Ricardo Boechat, que morreu nesta segunda-feira (11), falou cerca de três horas antes do acidente aéreo que sofreu sobre a sucessão de tragédias no Brasil e cobrou um posicionamento tanto da esfera pública quanto privada pelos incidentes com dezenas vítimas. 
Em seu programa na Band News FM, o jornalista comentou uma notícia do jornal "O Globo", que realizou um levantamento sobre 10 casos trágicos, como o rompimento da barragem em Brumadinho (MG), o incêndio no centro de treinamento do Flamengo, o incêndio da boate Kiss e o desabamento do prédio do Largo Paissandu, em São Paulo. 
"A síntese desse levantamento é de que as consequências não deram em nada. Quando você vai vendo o desdobramento das reações no Estado a esses eventos, não só os agentes públicos não pagam nada por isso como os agentes privados também não. Esse é o ponto que une todas essas tragédias", disse. 
Boechat disse que por trás de tais casos está a impunidade.
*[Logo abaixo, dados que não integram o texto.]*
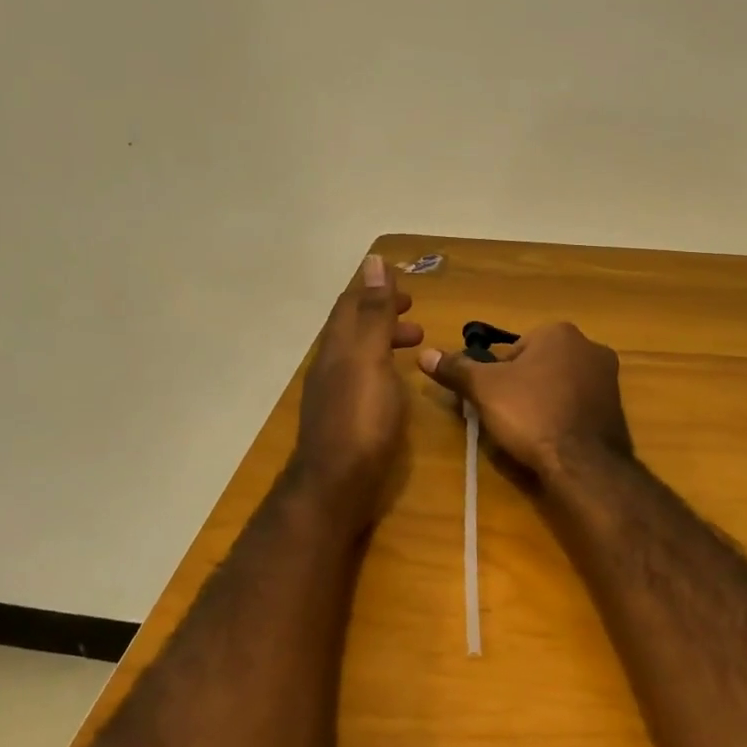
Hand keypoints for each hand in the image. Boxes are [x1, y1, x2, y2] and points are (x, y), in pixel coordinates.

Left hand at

Sobre a tragédia de Brumadinho, afirmou: "A cumplicidade está no judiciário que de Mariana para cá pouco fez para dar efetividade às punições e sanções que poderiam ter feito de Mariana um exemplo para as mineradoras de maneira geral". 
"A impunidade é o que rege, comanda, a orquestra das tragédias nacionais", completou. "Quando a gente chora, lamenta, parecemos estar anestesiados ou gostar da anestesia que nos faz esquecer tão logo surge o fato de amanhã que terá o mesmo tratamento".